** Opening DATASET ENTRIES block **

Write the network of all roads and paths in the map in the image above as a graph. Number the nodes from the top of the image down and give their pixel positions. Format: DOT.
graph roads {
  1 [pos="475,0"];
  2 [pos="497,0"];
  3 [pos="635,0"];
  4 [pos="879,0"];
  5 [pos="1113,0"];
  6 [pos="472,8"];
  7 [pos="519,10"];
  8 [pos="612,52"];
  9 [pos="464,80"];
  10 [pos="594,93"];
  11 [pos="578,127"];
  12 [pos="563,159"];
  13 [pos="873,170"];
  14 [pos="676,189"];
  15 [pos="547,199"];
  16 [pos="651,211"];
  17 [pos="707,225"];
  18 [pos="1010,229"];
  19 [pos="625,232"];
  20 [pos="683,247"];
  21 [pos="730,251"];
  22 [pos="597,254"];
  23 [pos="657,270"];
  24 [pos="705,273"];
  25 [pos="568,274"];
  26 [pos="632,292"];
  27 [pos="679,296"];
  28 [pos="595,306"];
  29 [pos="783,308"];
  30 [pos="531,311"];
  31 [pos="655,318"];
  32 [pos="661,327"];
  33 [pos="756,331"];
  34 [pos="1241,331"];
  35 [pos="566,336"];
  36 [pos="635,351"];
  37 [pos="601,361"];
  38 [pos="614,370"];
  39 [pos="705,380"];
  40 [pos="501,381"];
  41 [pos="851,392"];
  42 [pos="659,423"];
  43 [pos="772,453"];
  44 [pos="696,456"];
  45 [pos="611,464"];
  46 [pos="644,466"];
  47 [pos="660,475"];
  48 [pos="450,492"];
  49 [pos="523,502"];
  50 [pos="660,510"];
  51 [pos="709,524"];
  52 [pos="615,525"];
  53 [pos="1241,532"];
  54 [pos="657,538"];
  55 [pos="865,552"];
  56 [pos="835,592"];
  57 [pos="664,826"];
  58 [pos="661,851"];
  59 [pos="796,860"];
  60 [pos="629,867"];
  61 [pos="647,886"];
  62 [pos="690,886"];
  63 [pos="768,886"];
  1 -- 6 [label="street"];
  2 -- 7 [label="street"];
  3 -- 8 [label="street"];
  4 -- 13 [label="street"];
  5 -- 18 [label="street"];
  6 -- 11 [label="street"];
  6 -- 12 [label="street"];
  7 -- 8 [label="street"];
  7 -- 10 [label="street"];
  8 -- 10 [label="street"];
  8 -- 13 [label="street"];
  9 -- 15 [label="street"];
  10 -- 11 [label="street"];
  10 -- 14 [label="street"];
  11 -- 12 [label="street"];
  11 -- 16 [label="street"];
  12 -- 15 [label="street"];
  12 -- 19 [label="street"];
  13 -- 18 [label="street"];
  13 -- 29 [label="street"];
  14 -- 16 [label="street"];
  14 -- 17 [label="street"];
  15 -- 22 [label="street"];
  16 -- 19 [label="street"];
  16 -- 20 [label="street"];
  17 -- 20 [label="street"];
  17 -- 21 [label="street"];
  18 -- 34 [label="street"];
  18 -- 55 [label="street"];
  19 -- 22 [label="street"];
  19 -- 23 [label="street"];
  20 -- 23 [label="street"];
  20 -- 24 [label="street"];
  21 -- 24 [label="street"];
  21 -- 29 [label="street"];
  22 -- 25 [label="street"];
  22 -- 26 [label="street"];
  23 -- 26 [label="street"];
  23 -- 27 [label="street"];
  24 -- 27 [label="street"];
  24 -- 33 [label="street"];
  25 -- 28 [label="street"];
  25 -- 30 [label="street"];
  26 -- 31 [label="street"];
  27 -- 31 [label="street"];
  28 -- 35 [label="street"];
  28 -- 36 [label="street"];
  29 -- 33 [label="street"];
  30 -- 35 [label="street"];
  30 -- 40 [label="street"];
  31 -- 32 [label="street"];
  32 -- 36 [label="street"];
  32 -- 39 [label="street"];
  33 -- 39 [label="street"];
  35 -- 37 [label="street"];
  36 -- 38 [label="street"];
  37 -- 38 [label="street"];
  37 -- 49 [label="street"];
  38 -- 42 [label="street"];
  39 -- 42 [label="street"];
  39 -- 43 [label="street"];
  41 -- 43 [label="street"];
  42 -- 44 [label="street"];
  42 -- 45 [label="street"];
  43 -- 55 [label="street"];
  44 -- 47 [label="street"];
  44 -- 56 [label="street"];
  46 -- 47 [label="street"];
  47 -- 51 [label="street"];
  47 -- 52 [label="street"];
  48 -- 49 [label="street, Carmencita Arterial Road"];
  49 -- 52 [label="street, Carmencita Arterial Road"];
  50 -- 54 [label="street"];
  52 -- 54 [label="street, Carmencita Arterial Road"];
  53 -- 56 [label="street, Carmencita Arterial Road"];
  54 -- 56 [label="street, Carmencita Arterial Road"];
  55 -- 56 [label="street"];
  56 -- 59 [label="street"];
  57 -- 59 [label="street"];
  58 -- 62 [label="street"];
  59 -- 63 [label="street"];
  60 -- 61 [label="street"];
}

** Closing DATASET ENTRIES block **

- _WORK ITEM_
Copy out all of the material, word for word.

- _ANSWER SECTION_
Write the network of all roads and paths in the map in the image above as a graph. Number the nodes from the top of the image down and give their pixel positions. Format: DOT.
graph roads {
  1 [pos="475,0"];
  2 [pos="497,0"];
  3 [pos="635,0"];
  4 [pos="879,0"];
  5 [pos="1113,0"];
  6 [pos="472,8"];
  7 [pos="519,10"];
  8 [pos="612,52"];
  9 [pos="464,80"];
  10 [pos="594,93"];
  11 [pos="578,127"];
  12 [pos="563,159"];
  13 [pos="873,170"];
  14 [pos="676,189"];
  15 [pos="547,199"];
  16 [pos="651,211"];
  17 [pos="707,225"];
  18 [pos="1010,229"];
  19 [pos="625,232"];
  20 [pos="683,247"];
  21 [pos="730,251"];
  22 [pos="597,254"];
  23 [pos="657,270"];
  24 [pos="705,273"];
  25 [pos="568,274"];
  26 [pos="632,292"];
  27 [pos="679,296"];
  28 [pos="595,306"];
  29 [pos="783,308"];
  30 [pos="531,311"];
  31 [pos="655,318"];
  32 [pos="661,327"];
  33 [pos="756,331"];
  34 [pos="1241,331"];
  35 [pos="566,336"];
  36 [pos="635,351"];
  37 [pos="601,361"];
  38 [pos="614,370"];
  39 [pos="705,380"];
  40 [pos="501,381"];
  41 [pos="851,392"];
  42 [pos="659,423"];
  43 [pos="772,453"];
  44 [pos="696,456"];
  45 [pos="611,464"];
  46 [pos="644,466"];
  47 [pos="660,475"];
  48 [pos="450,492"];
  49 [pos="523,502"];
  50 [pos="660,510"];
  51 [pos="709,524"];
  52 [pos="615,525"];
  53 [pos="1241,532"];
  54 [pos="657,538"];
  55 [pos="865,552"];
  56 [pos="835,592"];
  57 [pos="664,826"];
  58 [pos="661,851"];
  59 [pos="796,860"];
  60 [pos="629,867"];
  61 [pos="647,886"];
  62 [pos="690,886"];
  63 [pos="768,886"];
  1 -- 6 [label="street"];
  2 -- 7 [label="street"];
  3 -- 8 [label="street"];
  4 -- 13 [label="street"];
  5 -- 18 [label="street"];
  6 -- 11 [label="street"];
  6 -- 12 [label="street"];
  7 -- 8 [label="street"];
  7 -- 10 [label="street"];
  8 -- 10 [label="street"];
  8 -- 13 [label="street"];
  9 -- 15 [label="street"];
  10 -- 11 [label="street"];
  10 -- 14 [label="street"];
  11 -- 12 [label="street"];
  11 -- 16 [label="street"];
  12 -- 15 [label="street"];
  12 -- 19 [label="street"];
  13 -- 18 [label="street"];
  13 -- 29 [label="street"];
  14 -- 16 [label="street"];
  14 -- 17 [label="street"];
  15 -- 22 [label="street"];
  16 -- 19 [label="street"];
  16 -- 20 [label="street"];
  17 -- 20 [label="street"];
  17 -- 21 [label="street"];
  18 -- 34 [label="street"];
  18 -- 55 [label="street"];
  19 -- 22 [label="street"];
  19 -- 23 [label="street"];
  20 -- 23 [label="street"];
  20 -- 24 [label="street"];
  21 -- 24 [label="street"];
  21 -- 29 [label="street"];
  22 -- 25 [label="street"];
  22 -- 26 [label="street"];
  23 -- 26 [label="street"];
  23 -- 27 [label="street"];
  24 -- 27 [label="street"];
  24 -- 33 [label="street"];
  25 -- 28 [label="street"];
  25 -- 30 [label="street"];
  26 -- 31 [label="street"];
  27 -- 31 [label="street"];
  28 -- 35 [label="street"];
  28 -- 36 [label="street"];
  29 -- 33 [label="street"];
  30 -- 35 [label="street"];
  30 -- 40 [label="street"];
  31 -- 32 [label="street"];
  32 -- 36 [label="street"];
  32 -- 39 [label="street"];
  33 -- 39 [label="street"];
  35 -- 37 [label="street"];
  36 -- 38 [label="street"];
  37 -- 38 [label="street"];
  37 -- 49 [label="street"];
  38 -- 42 [label="street"];
  39 -- 42 [label="street"];
  39 -- 43 [label="street"];
  41 -- 43 [label="street"];
  42 -- 44 [label="street"];
  42 -- 45 [label="street"];
  43 -- 55 [label="street"];
  44 -- 47 [label="street"];
  44 -- 56 [label="street"];
  46 -- 47 [label="street"];
  47 -- 51 [label="street"];
  47 -- 52 [label="street"];
  48 -- 49 [label="street, Carmencita Arterial Road"];
  49 -- 52 [label="street, Carmencita Arterial Road"];
  50 -- 54 [label="street"];
  52 -- 54 [label="street, Carmencita Arterial Road"];
  53 -- 56 [label="street, Carmencita Arterial Road"];
  54 -- 56 [label="street, Carmencita Arterial Road"];
  55 -- 56 [label="street"];
  56 -- 59 [label="street"];
  57 -- 59 [label="street"];
  58 -- 62 [label="street"];
  59 -- 63 [label="street"];
  60 -- 61 [label="street"];
}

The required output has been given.